Fast forward to the mid-70’s. Mom and Dad started looking for a summer place at the lake to retire to. Winni was the first choice, but the budget didn’t line up. It came down to a cabin off Weirs Boulevard, where the railroad tracks separated the yard from Meredith Bay, or a little place on a lake called Kanasatka. Being much quieter (and safer!), in 1977, a second mortgage on the Massachusetts home base and $14 grand got the spot Dad nicknamed the Kanasatka Yacht Club. The transom on the ’67 Larson had rotted out, but we had rowboats, sailboats, and canoes — thus the “Yacht Club”.
Now, I was a little young to be a real hippie, but I did my best imitation for a few years. Dad and I didn’t see eye-to-eye on much of anything. He’d head to the lake to work on the place – constantly. I had other interests and wasn’t much help those years. I grew up slowly. A little later, I had a decent job and started to come around to the real world. Dad and I were getting better. The work ethic and Yankee ingenuity I picked up from him over the years had kicked in again and I was able (and finally willing) to help out with a few projects at the cottage. Mom and Dad did find time to relax here and there and had fun weekends with good friends at the lake over the next few summers and made more great lake memories.
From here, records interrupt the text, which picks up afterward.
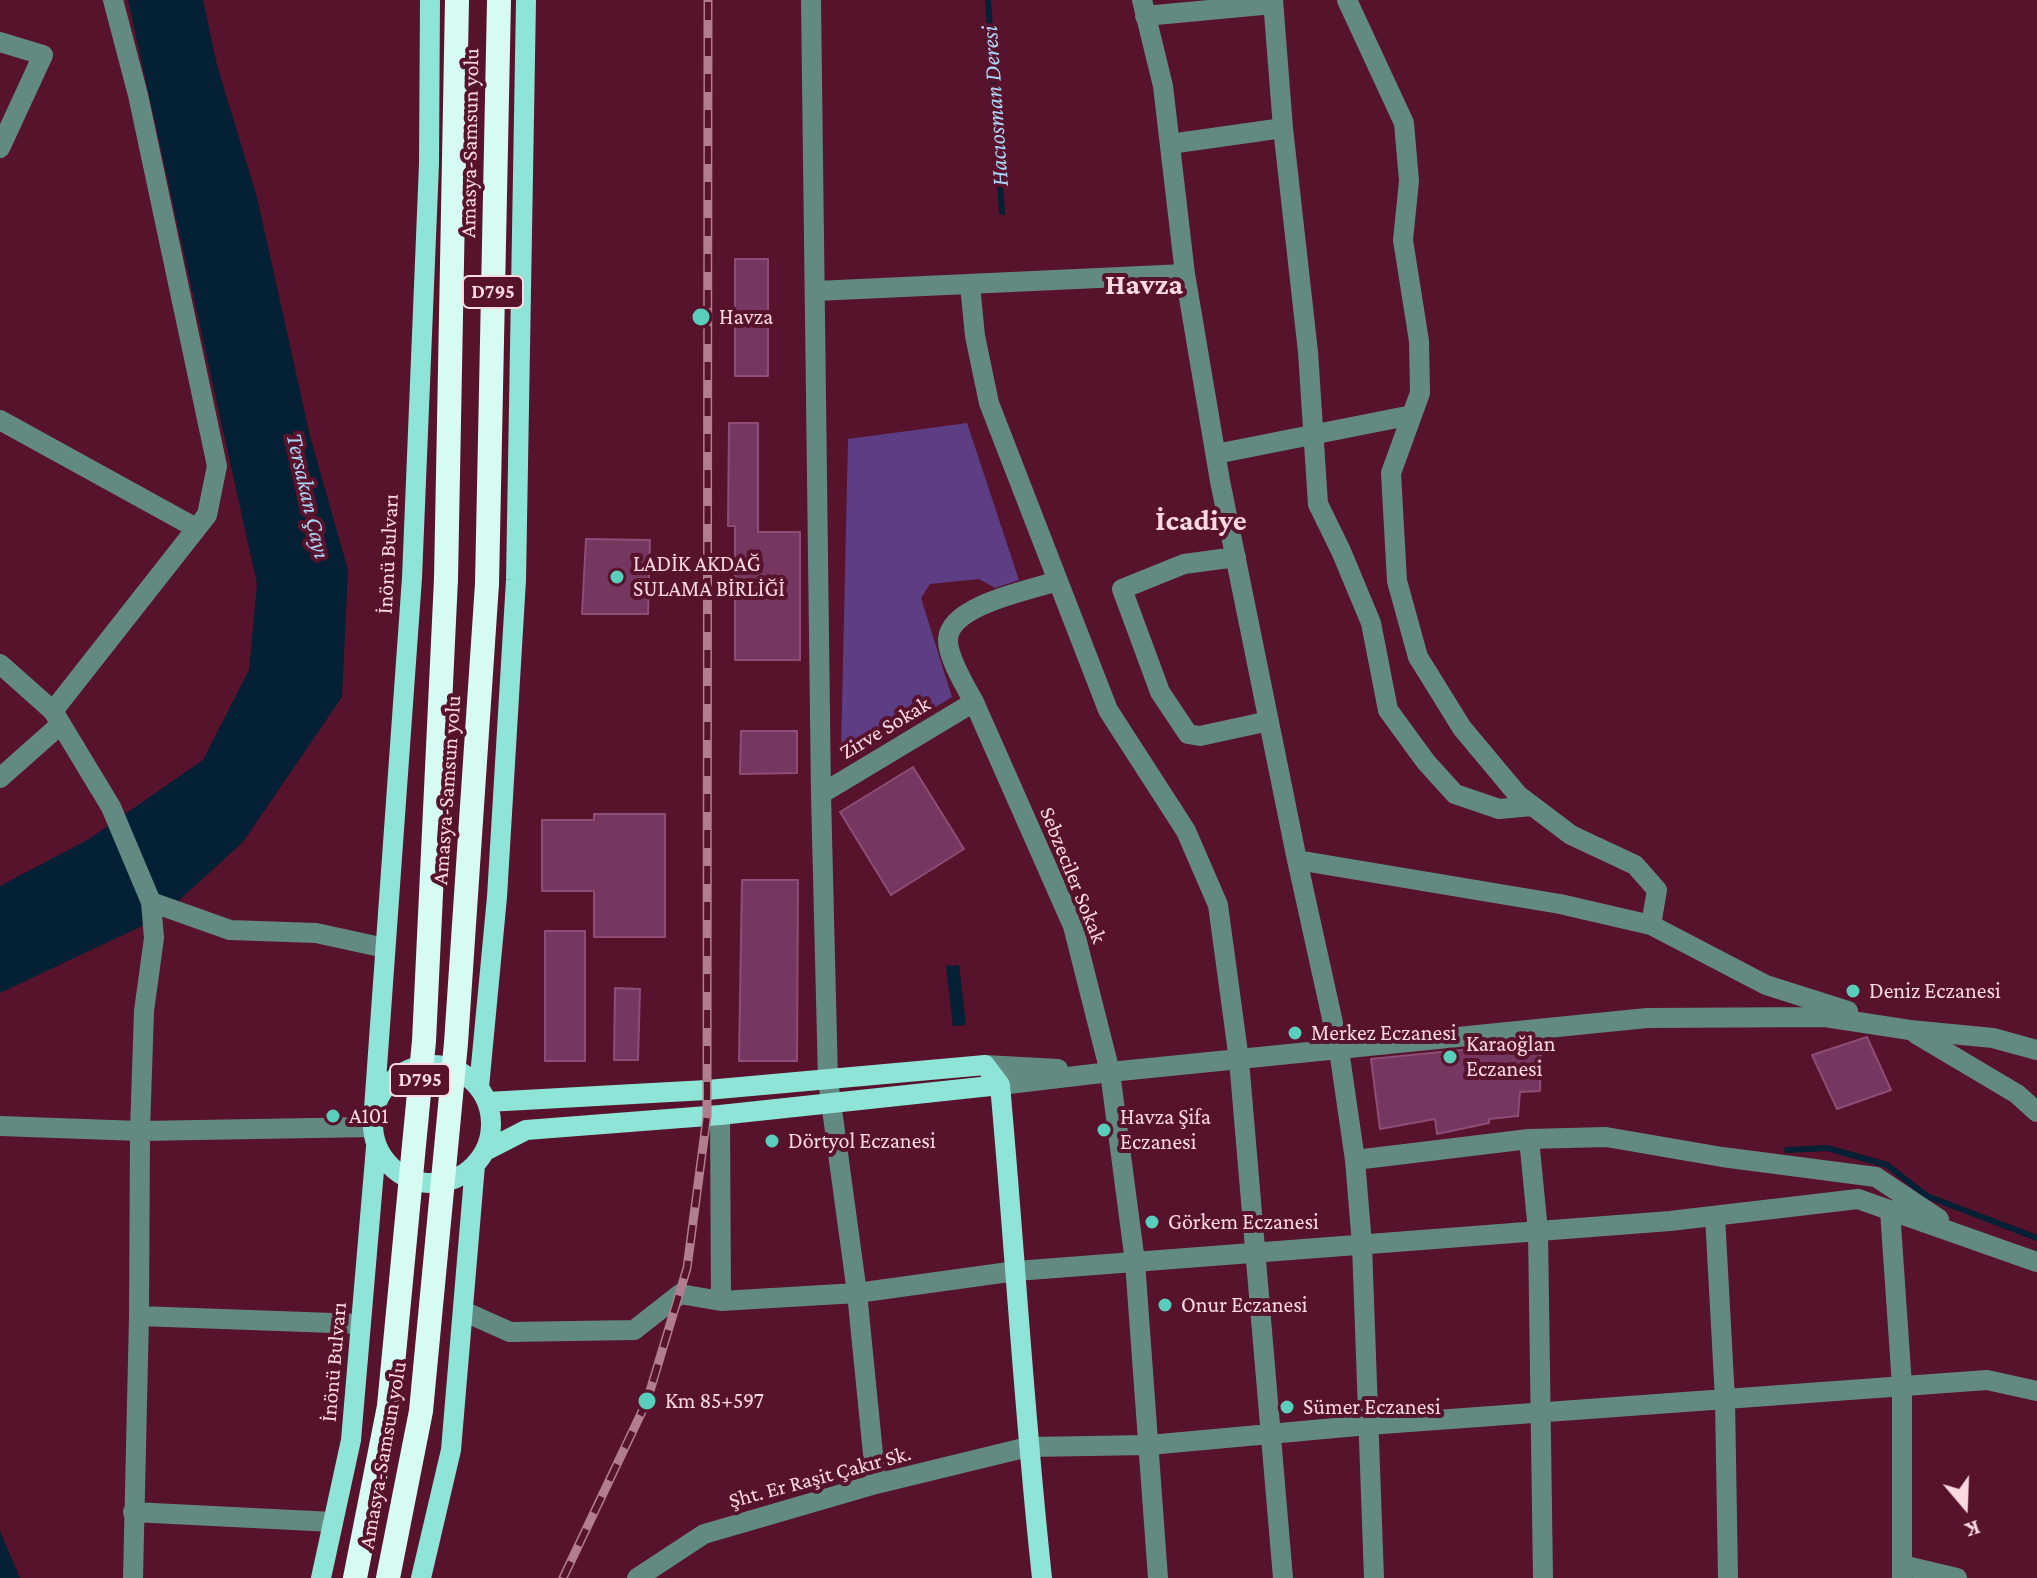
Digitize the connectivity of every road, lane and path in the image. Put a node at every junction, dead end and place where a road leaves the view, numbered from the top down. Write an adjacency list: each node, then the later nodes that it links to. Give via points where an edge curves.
1 (113, 0): 21 (street, via 217,466 207,515)
2 (430, 0): 34 (main road, İnönü Bulvarı, via 429,164 412,578)
3 (457, 0): 81 (highway, Amasya-Samsun yolu / D795, bridge, via 446,579 423,1057 389,1406)
4 (499, 0): 82 (highway, Amasya-Samsun yolu / D795, bridge, via 487,584 456,1043 421,1411)
5 (526, 0): 43 (main road, via 516,580)
6 (811, 0): 16 (street)
7 (1347, 0): 17 (street, via 1404,123 1409,181 1403,240 1420,367 1420,393)
8 (1273, 2): 9 (street); 11 (street)
9 (1144, 8): 12 (street, via 1163,86)
10 (0, 42): 13 (street, via 43,55)
11 (1283, 128): 12 (street); 19 (street)
12 (1170, 144): 14 (street)
13 (0, 148)
14 (1185, 274): 15 (street); 20 (street)
15 (970, 285): 16 (street); 23 (street, via 989,403)
16 (816, 291): 29 (street)
17 (1412, 415): 19 (street); 30 (street, via 1391,473 1397,581 1418,657 1462,728)
18 (0, 420): 21 (street)
19 (1313, 435): 20 (street); 30 (street, via 1318,504 1371,623 1388,710 1455,794 1499,809)
20 (1216, 454): 22 (street)
21 (196, 528): 26 (street)
22 (1236, 557): 27 (street); 27 (street, via 1184,564 1122,589 1160,692 1188,734)
23 (1058, 581): 25 (street, Sebzeciler Sokak, via 969,610 952,624 948,641); 38 (street, via 1108,710 1186,831 1218,905)
24 (0, 664): 26 (street)
25 (974, 702): 29 (street, Zirve Sokak); 40 (street, Sebzeciler Sokak, via 1073,926)
26 (57, 717): 28 (street); 32 (street, via 111,807)
27 (1269, 721): 31 (street)
28 (0, 778)
29 (821, 794): 41 (street)
30 (1532, 806): 33 (street, via 1571,835 1635,865 1657,890)
31 (1297, 860): 33 (street, via 1560,904); 36 (street)
32 (151, 902): 34 (street, via 230,930 316,933); 49 (street, via 154,938 144,1011)
33 (1651, 925): 35 (street, via 1766,985)
34 (385, 948): 48 (main road, İnönü Bulvarı)
35 (1910, 1030): 36 (street, via 1825,1017 1647,1018); 37 (street, via 1993,1038); 45 (street, via 2017,1094)
36 (1339, 1050): 38 (street); 52 (street)
37 (2037, 1050)
38 (1239, 1060): 40 (street); 58 (street)
39 (985, 1065): 40 (street); 41 (main road); 42 (main road)
40 (1110, 1072): 42 (street); 59 (street, Sebzeciler Sokak)
41 (828, 1080): 43 (main road, via 692,1091); 44 (street)
42 (1000, 1085): 44 (main road); 61 (main road)
43 (483, 1094): 48 (main road, via 465,1074 448,1066 411,1068 381,1091); 51 (main road, via 491,1126)
44 (832, 1104): 46 (main road); 62 (street)
45 (2037, 1112)
46 (720, 1115): 51 (main road, via 526,1130); 63 (street)
47 (0, 1126): 49 (street)
48 (374, 1128): 49 (street); 51 (main road, via 387,1164 421,1183 459,1177); 66 (main road, İnönü Bulvarı)
49 (140, 1131): 65 (street)
50 (1529, 1139): 52 (street); 55 (street); 56 (street, via 1606,1137 1876,1177)
51 (480, 1158): 64 (main road)
52 (1355, 1160): 57 (street)
53 (1890, 1210): 54 (street, via 1858,1199); 56 (street); 67 (street)
54 (1715, 1216): 55 (street); 69 (street)
55 (1538, 1231): 57 (street); 70 (street)
56 (1966, 1236): 60 (street)
57 (1362, 1245): 58 (street); 71 (street)
58 (1254, 1253): 59 (street); 72 (street)
59 (1135, 1262): 61 (street); 73 (street, Sebzeciler Sokak)
60 (2037, 1262)
61 (1016, 1271): 62 (street); 74 (main road)
62 (857, 1293): 63 (street); 75 (street)
63 (721, 1301): 64 (street, via 680,1294 634,1330 510,1332)
64 (463, 1311): 83 (main road, via 451,1450)
65 (139, 1316): 66 (street); 76 (street)
66 (361, 1324): 77 (main road, İnönü Bulvarı, via 351,1440)
67 (1902, 1386): 68 (street, Şht. Er Raşit Çakır Sk., via 1987,1380); 69 (street, Şht. Er Raşit Çakır Sk.); 78 (street)
68 (2037, 1391)
69 (1725, 1399): 70 (street, Şht. Er Raşit Çakır Sk.); 90 (street)
70 (1541, 1413): 71 (street, Şht. Er Raşit Çakır Sk.); 89 (street)
71 (1368, 1425): 72 (street, Şht. Er Raşit Çakır Sk.); 88 (street)
72 (1270, 1433): 73 (street, Şht. Er Raşit Çakır Sk.); 87 (street)
73 (1149, 1445): 74 (street, Şht. Er Raşit Çakır Sk.); 86 (street, Sebzeciler Sokak)
74 (1028, 1447): 75 (street, Şht. Er Raşit Çakır Sk.); 85 (main road)
75 (876, 1484): 84 (street, Şht. Er Raşit Çakır Sk., via 704,1534)
76 (133, 1512): 77 (street); 79 (street)
77 (333, 1522): 80 (main road, İnönü Bulvarı)
78 (1902, 1571): 91 (street)
79 (133, 1578)
80 (321, 1578)
81 (355, 1578)
82 (388, 1578)
83 (421, 1578)
84 (637, 1578)
85 (1042, 1578)
86 (1158, 1578)
87 (1283, 1578)
88 (1374, 1578)
89 (1543, 1578)
90 (1728, 1578)
91 (1957, 1578)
In July of ’81, I got a call at work to come home. Dad had had a heart attack at age 56. He didn’t make it. I was crushed and confused. I grew up quickly. I suddenly became more like my dad than I had ever been or had ever thought I’d be. I convinced Mom that we could hang on to KYC (the yacht club) if we rented it out now and then. So we went to work.
I enlisted friends and family to tick off the projects I knew Dad must’ve had on his list. I did everything with him in mind and the way I thought he’d do it – replaced the rotten deck, built our first dock, rewired the cottage, fixed rotted piers and beams to hold the place up, etc., etc. As many of you know, it never ends! I’d like to think Dad would be proud of what we’ve done — after getting over the initial shock that we’d actually done it!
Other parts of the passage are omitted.